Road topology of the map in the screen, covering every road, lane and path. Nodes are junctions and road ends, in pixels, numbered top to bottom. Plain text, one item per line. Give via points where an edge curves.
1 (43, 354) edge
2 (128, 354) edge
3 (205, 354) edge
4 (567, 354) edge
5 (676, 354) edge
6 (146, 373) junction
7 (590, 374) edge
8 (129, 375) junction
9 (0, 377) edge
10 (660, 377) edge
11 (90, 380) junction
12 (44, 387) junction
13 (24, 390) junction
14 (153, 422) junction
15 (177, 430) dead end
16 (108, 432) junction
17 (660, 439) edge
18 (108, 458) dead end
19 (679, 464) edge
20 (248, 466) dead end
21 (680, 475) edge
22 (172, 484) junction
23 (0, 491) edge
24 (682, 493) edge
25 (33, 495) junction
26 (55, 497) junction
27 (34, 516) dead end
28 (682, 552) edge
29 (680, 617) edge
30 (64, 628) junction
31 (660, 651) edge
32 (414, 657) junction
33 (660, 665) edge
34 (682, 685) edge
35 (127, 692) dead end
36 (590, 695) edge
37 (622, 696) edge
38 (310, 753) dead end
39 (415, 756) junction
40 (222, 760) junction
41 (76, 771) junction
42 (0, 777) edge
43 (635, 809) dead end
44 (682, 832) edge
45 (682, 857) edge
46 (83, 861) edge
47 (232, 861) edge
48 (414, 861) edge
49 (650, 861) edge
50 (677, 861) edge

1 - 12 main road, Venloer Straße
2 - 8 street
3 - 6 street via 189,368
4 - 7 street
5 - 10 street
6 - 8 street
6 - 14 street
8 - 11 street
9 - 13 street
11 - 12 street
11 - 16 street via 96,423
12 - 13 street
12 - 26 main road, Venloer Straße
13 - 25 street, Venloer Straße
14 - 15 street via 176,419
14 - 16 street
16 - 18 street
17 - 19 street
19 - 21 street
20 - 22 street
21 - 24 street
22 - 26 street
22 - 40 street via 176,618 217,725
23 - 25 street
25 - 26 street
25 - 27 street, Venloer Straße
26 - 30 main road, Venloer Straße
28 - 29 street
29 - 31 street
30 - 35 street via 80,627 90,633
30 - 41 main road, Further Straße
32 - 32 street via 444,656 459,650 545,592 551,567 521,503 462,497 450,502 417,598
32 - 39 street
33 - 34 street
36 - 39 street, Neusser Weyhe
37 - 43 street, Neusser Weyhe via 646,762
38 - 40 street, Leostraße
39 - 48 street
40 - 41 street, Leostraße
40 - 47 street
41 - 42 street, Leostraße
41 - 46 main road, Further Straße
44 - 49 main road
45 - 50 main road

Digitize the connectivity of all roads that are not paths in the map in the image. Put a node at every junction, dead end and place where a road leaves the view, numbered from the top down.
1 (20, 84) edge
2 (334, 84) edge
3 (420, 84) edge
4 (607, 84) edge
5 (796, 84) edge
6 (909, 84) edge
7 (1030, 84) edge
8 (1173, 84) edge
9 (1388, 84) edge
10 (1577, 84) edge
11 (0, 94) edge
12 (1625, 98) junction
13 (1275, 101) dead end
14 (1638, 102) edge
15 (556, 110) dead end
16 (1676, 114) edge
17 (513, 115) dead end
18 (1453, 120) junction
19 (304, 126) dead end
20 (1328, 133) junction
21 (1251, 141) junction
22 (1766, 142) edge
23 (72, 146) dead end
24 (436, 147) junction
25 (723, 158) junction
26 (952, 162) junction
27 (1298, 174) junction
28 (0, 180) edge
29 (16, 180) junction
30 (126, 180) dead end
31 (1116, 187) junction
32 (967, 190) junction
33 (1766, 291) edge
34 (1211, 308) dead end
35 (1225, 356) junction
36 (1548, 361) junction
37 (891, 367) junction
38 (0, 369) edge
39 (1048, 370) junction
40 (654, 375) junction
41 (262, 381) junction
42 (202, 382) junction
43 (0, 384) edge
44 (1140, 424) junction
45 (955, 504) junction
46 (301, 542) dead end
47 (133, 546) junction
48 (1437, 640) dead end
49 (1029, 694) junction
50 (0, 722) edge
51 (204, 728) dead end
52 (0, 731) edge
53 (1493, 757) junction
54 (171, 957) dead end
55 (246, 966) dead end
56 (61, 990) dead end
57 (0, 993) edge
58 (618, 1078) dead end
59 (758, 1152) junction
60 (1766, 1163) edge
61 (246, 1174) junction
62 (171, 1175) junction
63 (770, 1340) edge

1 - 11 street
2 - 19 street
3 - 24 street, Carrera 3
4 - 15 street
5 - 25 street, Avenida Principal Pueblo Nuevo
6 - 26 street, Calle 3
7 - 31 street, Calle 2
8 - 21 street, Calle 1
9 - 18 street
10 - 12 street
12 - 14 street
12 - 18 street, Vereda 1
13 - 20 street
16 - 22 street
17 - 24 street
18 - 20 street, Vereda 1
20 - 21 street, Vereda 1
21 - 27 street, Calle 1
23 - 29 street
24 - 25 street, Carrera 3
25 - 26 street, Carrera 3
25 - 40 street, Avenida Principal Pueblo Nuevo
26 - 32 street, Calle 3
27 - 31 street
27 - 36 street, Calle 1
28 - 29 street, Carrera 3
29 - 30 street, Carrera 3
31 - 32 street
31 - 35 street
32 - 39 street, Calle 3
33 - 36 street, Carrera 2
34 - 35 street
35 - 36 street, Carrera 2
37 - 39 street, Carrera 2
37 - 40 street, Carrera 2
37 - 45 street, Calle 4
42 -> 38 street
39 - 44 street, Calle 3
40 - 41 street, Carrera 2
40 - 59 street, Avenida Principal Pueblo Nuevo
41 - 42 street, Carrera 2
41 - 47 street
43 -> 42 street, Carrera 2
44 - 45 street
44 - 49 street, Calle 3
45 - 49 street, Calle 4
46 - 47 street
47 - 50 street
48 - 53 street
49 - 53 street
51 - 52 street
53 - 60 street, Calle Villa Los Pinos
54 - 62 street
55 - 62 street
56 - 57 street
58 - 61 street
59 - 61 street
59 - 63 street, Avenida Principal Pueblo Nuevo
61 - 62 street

----------

From top to bottom, repeat the material above word for word.

Output for this exercise:
Road topology of the map in the screen, covering every road, lane and path. Nodes are junctions and road ends, in pixels, numbered top to bottom. Plain text, one item per line. Give via points where an edge curves.
1 (43, 354) edge
2 (128, 354) edge
3 (205, 354) edge
4 (567, 354) edge
5 (676, 354) edge
6 (146, 373) junction
7 (590, 374) edge
8 (129, 375) junction
9 (0, 377) edge
10 (660, 377) edge
11 (90, 380) junction
12 (44, 387) junction
13 (24, 390) junction
14 (153, 422) junction
15 (177, 430) dead end
16 (108, 432) junction
17 (660, 439) edge
18 (108, 458) dead end
19 (679, 464) edge
20 (248, 466) dead end
21 (680, 475) edge
22 (172, 484) junction
23 (0, 491) edge
24 (682, 493) edge
25 (33, 495) junction
26 (55, 497) junction
27 (34, 516) dead end
28 (682, 552) edge
29 (680, 617) edge
30 (64, 628) junction
31 (660, 651) edge
32 (414, 657) junction
33 (660, 665) edge
34 (682, 685) edge
35 (127, 692) dead end
36 (590, 695) edge
37 (622, 696) edge
38 (310, 753) dead end
39 (415, 756) junction
40 (222, 760) junction
41 (76, 771) junction
42 (0, 777) edge
43 (635, 809) dead end
44 (682, 832) edge
45 (682, 857) edge
46 (83, 861) edge
47 (232, 861) edge
48 (414, 861) edge
49 (650, 861) edge
50 (677, 861) edge

1 - 12 main road, Venloer Straße
2 - 8 street
3 - 6 street via 189,368
4 - 7 street
5 - 10 street
6 - 8 street
6 - 14 street
8 - 11 street
9 - 13 street
11 - 12 street
11 - 16 street via 96,423
12 - 13 street
12 - 26 main road, Venloer Straße
13 - 25 street, Venloer Straße
14 - 15 street via 176,419
14 - 16 street
16 - 18 street
17 - 19 street
19 - 21 street
20 - 22 street
21 - 24 street
22 - 26 street
22 - 40 street via 176,618 217,725
23 - 25 street
25 - 26 street
25 - 27 street, Venloer Straße
26 - 30 main road, Venloer Straße
28 - 29 street
29 - 31 street
30 - 35 street via 80,627 90,633
30 - 41 main road, Further Straße
32 - 32 street via 444,656 459,650 545,592 551,567 521,503 462,497 450,502 417,598
32 - 39 street
33 - 34 street
36 - 39 street, Neusser Weyhe
37 - 43 street, Neusser Weyhe via 646,762
38 - 40 street, Leostraße
39 - 48 street
40 - 41 street, Leostraße
40 - 47 street
41 - 42 street, Leostraße
41 - 46 main road, Further Straße
44 - 49 main road
45 - 50 main road

Digitize the connectivity of all roads that are not paths in the map in the image. Put a node at every junction, dead end and place where a road leaves the view, numbered from the top down.
1 (20, 84) edge
2 (334, 84) edge
3 (420, 84) edge
4 (607, 84) edge
5 (796, 84) edge
6 (909, 84) edge
7 (1030, 84) edge
8 (1173, 84) edge
9 (1388, 84) edge
10 (1577, 84) edge
11 (0, 94) edge
12 (1625, 98) junction
13 (1275, 101) dead end
14 (1638, 102) edge
15 (556, 110) dead end
16 (1676, 114) edge
17 (513, 115) dead end
18 (1453, 120) junction
19 (304, 126) dead end
20 (1328, 133) junction
21 (1251, 141) junction
22 (1766, 142) edge
23 (72, 146) dead end
24 (436, 147) junction
25 (723, 158) junction
26 (952, 162) junction
27 (1298, 174) junction
28 (0, 180) edge
29 (16, 180) junction
30 (126, 180) dead end
31 (1116, 187) junction
32 (967, 190) junction
33 (1766, 291) edge
34 (1211, 308) dead end
35 (1225, 356) junction
36 (1548, 361) junction
37 (891, 367) junction
38 (0, 369) edge
39 (1048, 370) junction
40 (654, 375) junction
41 (262, 381) junction
42 (202, 382) junction
43 (0, 384) edge
44 (1140, 424) junction
45 (955, 504) junction
46 (301, 542) dead end
47 (133, 546) junction
48 (1437, 640) dead end
49 (1029, 694) junction
50 (0, 722) edge
51 (204, 728) dead end
52 (0, 731) edge
53 (1493, 757) junction
54 (171, 957) dead end
55 (246, 966) dead end
56 (61, 990) dead end
57 (0, 993) edge
58 (618, 1078) dead end
59 (758, 1152) junction
60 (1766, 1163) edge
61 (246, 1174) junction
62 (171, 1175) junction
63 (770, 1340) edge

1 - 11 street
2 - 19 street
3 - 24 street, Carrera 3
4 - 15 street
5 - 25 street, Avenida Principal Pueblo Nuevo
6 - 26 street, Calle 3
7 - 31 street, Calle 2
8 - 21 street, Calle 1
9 - 18 street
10 - 12 street
12 - 14 street
12 - 18 street, Vereda 1
13 - 20 street
16 - 22 street
17 - 24 street
18 - 20 street, Vereda 1
20 - 21 street, Vereda 1
21 - 27 street, Calle 1
23 - 29 street
24 - 25 street, Carrera 3
25 - 26 street, Carrera 3
25 - 40 street, Avenida Principal Pueblo Nuevo
26 - 32 street, Calle 3
27 - 31 street
27 - 36 street, Calle 1
28 - 29 street, Carrera 3
29 - 30 street, Carrera 3
31 - 32 street
31 - 35 street
32 - 39 street, Calle 3
33 - 36 street, Carrera 2
34 - 35 street
35 - 36 street, Carrera 2
37 - 39 street, Carrera 2
37 - 40 street, Carrera 2
37 - 45 street, Calle 4
42 -> 38 street
39 - 44 street, Calle 3
40 - 41 street, Carrera 2
40 - 59 street, Avenida Principal Pueblo Nuevo
41 - 42 street, Carrera 2
41 - 47 street
43 -> 42 street, Carrera 2
44 - 45 street
44 - 49 street, Calle 3
45 - 49 street, Calle 4
46 - 47 street
47 - 50 street
48 - 53 street
49 - 53 street
51 - 52 street
53 - 60 street, Calle Villa Los Pinos
54 - 62 street
55 - 62 street
56 - 57 street
58 - 61 street
59 - 61 street
59 - 63 street, Avenida Principal Pueblo Nuevo
61 - 62 street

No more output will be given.